Using Locks – Engineering With Filip

Locking – What is it, how and when to use it?

The answer is: Hopefully, you dont.

Quite an artist, right?

The nature of locks is to limit concurrency in software. Meaning, we are introducing waiting time, where the CPU is waiting and not being utilized.

Locking is a synchronization mechanism, used to control access to a resource. Usually, locking is used to allow only one thread to access the resource at any given moment. Different kinds of locks can be used in different scenarios, such as:

Locks – allow a single access to the resource
ReaderWriter locks – allows multiple readers or a single writer to access the resource
Distributed locks – can be used across different instances of application.
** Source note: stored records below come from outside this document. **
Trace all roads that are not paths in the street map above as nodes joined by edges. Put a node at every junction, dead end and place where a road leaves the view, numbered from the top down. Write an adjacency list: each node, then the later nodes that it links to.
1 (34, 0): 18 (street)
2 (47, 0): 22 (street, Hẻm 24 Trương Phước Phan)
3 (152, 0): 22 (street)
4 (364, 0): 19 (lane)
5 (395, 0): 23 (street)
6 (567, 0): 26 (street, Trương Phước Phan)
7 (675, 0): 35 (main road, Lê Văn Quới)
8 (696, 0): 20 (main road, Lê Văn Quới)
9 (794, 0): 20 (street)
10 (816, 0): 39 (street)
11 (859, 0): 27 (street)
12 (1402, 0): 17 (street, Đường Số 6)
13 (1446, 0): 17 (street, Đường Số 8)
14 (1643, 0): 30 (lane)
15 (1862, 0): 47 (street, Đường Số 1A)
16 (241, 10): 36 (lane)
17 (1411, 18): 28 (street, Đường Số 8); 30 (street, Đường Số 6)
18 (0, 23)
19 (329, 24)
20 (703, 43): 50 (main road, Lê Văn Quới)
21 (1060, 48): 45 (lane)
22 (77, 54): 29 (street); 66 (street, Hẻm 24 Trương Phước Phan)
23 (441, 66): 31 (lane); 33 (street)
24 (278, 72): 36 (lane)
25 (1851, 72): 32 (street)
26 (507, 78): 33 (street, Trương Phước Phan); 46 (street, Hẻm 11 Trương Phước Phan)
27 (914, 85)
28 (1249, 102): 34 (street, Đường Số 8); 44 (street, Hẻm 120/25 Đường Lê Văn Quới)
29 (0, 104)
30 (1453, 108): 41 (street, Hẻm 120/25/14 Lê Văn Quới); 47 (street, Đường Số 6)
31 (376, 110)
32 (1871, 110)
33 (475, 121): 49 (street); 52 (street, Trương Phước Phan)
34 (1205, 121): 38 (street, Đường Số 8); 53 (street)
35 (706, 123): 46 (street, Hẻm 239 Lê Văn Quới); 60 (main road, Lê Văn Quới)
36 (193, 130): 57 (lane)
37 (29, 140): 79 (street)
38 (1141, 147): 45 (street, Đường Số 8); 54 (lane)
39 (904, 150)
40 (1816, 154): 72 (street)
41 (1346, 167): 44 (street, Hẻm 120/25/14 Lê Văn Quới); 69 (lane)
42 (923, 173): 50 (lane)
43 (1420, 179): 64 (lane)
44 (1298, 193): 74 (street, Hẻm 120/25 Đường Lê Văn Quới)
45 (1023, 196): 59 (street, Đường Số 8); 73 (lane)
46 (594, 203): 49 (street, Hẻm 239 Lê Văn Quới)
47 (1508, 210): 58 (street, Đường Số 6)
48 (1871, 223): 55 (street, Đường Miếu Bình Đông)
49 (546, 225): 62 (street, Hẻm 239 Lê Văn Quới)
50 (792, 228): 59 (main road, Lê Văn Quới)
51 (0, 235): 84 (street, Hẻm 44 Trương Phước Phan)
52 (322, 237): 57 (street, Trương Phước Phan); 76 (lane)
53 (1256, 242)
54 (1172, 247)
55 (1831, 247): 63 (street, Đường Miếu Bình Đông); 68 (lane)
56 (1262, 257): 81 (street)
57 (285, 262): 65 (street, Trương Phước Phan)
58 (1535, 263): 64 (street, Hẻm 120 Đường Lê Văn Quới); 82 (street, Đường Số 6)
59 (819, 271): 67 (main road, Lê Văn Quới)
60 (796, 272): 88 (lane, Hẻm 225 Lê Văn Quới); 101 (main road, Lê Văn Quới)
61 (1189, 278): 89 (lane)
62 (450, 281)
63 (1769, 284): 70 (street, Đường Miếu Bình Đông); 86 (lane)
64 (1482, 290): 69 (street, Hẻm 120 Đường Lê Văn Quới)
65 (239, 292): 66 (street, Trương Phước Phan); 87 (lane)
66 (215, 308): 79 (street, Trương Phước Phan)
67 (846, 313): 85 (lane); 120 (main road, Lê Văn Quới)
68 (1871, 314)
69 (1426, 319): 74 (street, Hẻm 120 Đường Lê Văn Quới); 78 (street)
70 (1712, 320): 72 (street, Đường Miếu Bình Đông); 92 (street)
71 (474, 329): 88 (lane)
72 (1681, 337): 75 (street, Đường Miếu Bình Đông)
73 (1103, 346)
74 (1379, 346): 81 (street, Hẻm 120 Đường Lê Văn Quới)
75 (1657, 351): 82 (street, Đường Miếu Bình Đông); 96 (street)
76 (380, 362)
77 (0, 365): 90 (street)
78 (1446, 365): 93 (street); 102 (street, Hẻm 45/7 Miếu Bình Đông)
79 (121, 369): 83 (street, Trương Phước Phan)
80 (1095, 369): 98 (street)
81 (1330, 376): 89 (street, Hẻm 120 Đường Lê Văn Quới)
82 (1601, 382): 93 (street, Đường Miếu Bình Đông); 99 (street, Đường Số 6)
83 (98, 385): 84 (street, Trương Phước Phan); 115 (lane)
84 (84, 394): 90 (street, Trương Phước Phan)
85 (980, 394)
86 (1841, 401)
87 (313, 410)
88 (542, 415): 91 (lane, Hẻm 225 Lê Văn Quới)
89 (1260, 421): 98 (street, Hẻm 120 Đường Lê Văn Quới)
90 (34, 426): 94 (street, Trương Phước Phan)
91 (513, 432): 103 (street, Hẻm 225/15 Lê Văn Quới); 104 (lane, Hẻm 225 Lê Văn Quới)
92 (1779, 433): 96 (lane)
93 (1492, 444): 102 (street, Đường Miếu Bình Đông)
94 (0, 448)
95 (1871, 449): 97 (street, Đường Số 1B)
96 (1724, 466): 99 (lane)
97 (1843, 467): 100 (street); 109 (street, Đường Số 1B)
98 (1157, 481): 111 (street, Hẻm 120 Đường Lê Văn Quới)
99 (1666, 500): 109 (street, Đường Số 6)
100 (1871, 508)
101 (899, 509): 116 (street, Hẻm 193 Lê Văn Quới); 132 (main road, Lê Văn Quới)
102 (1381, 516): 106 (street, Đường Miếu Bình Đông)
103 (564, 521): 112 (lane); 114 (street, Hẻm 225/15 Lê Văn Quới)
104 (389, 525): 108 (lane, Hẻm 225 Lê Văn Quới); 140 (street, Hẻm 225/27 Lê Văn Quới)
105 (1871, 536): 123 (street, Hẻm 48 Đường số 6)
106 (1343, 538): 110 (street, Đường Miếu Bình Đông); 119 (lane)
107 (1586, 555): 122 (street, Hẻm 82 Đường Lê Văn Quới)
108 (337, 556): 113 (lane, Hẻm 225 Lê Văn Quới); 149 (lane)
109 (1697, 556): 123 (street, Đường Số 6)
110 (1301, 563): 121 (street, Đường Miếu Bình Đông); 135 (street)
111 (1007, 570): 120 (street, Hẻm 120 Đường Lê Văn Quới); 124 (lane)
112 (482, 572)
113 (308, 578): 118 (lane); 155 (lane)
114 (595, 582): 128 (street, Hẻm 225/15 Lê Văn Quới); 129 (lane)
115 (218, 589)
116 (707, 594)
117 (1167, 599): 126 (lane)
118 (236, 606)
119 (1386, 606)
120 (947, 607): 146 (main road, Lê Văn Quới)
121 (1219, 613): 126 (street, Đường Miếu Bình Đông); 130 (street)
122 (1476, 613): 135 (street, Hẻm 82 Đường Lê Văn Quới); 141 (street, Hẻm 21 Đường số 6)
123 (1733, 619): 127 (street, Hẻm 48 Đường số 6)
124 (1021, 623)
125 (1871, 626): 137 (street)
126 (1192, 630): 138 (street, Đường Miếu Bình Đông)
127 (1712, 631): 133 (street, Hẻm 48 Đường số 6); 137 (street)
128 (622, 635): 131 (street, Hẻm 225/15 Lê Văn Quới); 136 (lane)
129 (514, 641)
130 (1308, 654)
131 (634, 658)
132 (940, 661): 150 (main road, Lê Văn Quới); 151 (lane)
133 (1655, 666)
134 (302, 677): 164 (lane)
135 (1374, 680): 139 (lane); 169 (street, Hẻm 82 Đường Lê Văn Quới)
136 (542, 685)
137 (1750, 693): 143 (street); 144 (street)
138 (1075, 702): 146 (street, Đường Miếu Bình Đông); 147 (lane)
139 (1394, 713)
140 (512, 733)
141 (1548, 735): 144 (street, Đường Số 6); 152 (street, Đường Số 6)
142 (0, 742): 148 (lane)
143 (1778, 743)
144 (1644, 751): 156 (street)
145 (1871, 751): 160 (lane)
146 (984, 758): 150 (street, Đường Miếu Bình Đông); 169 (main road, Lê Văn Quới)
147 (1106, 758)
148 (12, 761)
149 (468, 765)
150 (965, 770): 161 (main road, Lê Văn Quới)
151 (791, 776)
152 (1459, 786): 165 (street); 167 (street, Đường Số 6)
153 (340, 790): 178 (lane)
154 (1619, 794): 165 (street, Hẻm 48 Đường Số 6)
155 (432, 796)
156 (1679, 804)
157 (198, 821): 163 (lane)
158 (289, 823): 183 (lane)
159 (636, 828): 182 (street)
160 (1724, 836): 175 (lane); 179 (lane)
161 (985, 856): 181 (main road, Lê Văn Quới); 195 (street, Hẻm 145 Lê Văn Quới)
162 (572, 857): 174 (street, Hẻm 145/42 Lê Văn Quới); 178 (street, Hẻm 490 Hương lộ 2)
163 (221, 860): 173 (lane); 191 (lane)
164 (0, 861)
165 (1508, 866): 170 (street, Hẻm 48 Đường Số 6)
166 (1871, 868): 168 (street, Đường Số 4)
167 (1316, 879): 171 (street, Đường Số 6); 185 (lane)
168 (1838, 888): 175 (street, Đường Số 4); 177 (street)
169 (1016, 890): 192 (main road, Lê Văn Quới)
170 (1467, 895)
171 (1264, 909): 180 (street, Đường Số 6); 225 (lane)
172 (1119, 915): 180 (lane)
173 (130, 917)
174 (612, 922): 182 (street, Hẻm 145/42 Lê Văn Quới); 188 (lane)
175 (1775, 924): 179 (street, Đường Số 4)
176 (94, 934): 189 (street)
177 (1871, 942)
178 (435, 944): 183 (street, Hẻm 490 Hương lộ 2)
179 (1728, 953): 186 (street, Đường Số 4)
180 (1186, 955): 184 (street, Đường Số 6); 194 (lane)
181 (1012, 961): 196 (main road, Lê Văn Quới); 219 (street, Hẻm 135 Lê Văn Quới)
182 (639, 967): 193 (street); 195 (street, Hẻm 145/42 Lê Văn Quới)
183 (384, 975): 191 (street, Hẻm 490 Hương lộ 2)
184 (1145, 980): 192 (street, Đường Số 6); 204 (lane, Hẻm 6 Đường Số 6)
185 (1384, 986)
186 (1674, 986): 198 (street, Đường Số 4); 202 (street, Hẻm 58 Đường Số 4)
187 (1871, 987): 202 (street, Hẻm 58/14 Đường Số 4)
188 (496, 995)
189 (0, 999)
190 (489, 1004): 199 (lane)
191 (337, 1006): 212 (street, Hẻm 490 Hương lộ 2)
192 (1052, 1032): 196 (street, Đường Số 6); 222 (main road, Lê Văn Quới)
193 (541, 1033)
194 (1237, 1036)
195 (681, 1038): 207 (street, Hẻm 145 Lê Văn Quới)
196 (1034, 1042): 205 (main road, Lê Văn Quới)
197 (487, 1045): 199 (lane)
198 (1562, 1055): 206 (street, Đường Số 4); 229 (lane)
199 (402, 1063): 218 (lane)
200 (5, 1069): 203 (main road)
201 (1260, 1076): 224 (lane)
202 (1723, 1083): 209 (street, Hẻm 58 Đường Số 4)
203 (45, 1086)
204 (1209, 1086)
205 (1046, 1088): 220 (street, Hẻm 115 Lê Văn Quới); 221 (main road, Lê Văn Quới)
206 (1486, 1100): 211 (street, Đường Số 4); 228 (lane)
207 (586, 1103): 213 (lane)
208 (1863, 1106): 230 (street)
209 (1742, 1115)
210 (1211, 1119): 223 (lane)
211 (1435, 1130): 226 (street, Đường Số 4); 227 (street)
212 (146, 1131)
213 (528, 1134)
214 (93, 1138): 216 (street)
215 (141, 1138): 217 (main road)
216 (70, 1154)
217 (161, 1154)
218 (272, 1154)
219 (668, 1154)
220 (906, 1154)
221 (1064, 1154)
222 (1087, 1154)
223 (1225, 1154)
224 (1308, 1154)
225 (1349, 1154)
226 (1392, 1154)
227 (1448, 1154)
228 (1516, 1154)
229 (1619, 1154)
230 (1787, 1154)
The focus of this post is simple Lock.

Good usage of locks:

Historically, locks were used when an expensive operation needed to be done only once. An example is, creating a Database connection (this used to be considered expensive). Consider this code:

public class DbConnectionProvider
{
    private readonly object _lock = new();
    private DbConnection? _connection;

    public DbConnection GetConnection()
    {
        if (_connection is not null)
        {
            return _connection;
        }

        lock (_lock)
        {
            if (_connection is not null)
            {
                return _connection;
            }

            _connection = ExpensiveConnectionCreationMethod();
            return _connection;
        }
    }
}

If there is not an existing instance of connection, the provider will acquire the lock, and then try to create the connection. If the connection exists, the existing instance will be returned. Of course, these days this is handled by Entity Framework so there is no reason to deal with this specific issue.

This is a good example because:

The result is being cached
The locking occurs only once per application instance
The locking takes very little time, so the blocking of the threads is minimal
The number of blocked threads is very small, if any

Incorrect usage of locks:

In some cases, there is a method that has to be executed by only one thread at any given moment. It can be tempting to wrap it in a lock and call it a day. It will work until it does not.
Consider the following code: There is an expensive method, and there are 10 threads created to invoke the method.

public class BadExample
{
    public void Run()
    {
        var threads = Enumerable
            .Range(0, 10)
            .Select(_ => new Thread(ThreadStart))
            .ToList();

        threads.ForEach(x => x.Start());
        threads.ForEach(x => x.Join());
    }

    private readonly object _lock = new();
    void ThreadStart()
    {
        lock (_lock)
        {
            Console.WriteLine(ExpensiveMethod());
        }
    }

    int ExpensiveMethod()
    {
        Thread.Sleep(1000);
        return Random.Shared.Next();
    }
}

Why is this bad?

After all, it does exactly what we want it to.

The nature of locks is to limit concurrency in software. Meaning that we are introducing waiting time, where the threads are waiting and not being utilized.

We need to take a deeper look into the waiting and execution time for each thread:

Thread 1: 0s waiting, 1s execution
Thread 2: 1s waiting, 1s execution
Thread 3: 2s waiting, 1s execution
…
Thread 10: 9s waiting, 1s execution

A total of 55 seconds of waiting time and 10 seconds of execution time. The effective CPU time is 10/55 = 18.18%.
The formula to calculate effective CPU time is Eff = 2/(N+1). Assuming each execution time is the same.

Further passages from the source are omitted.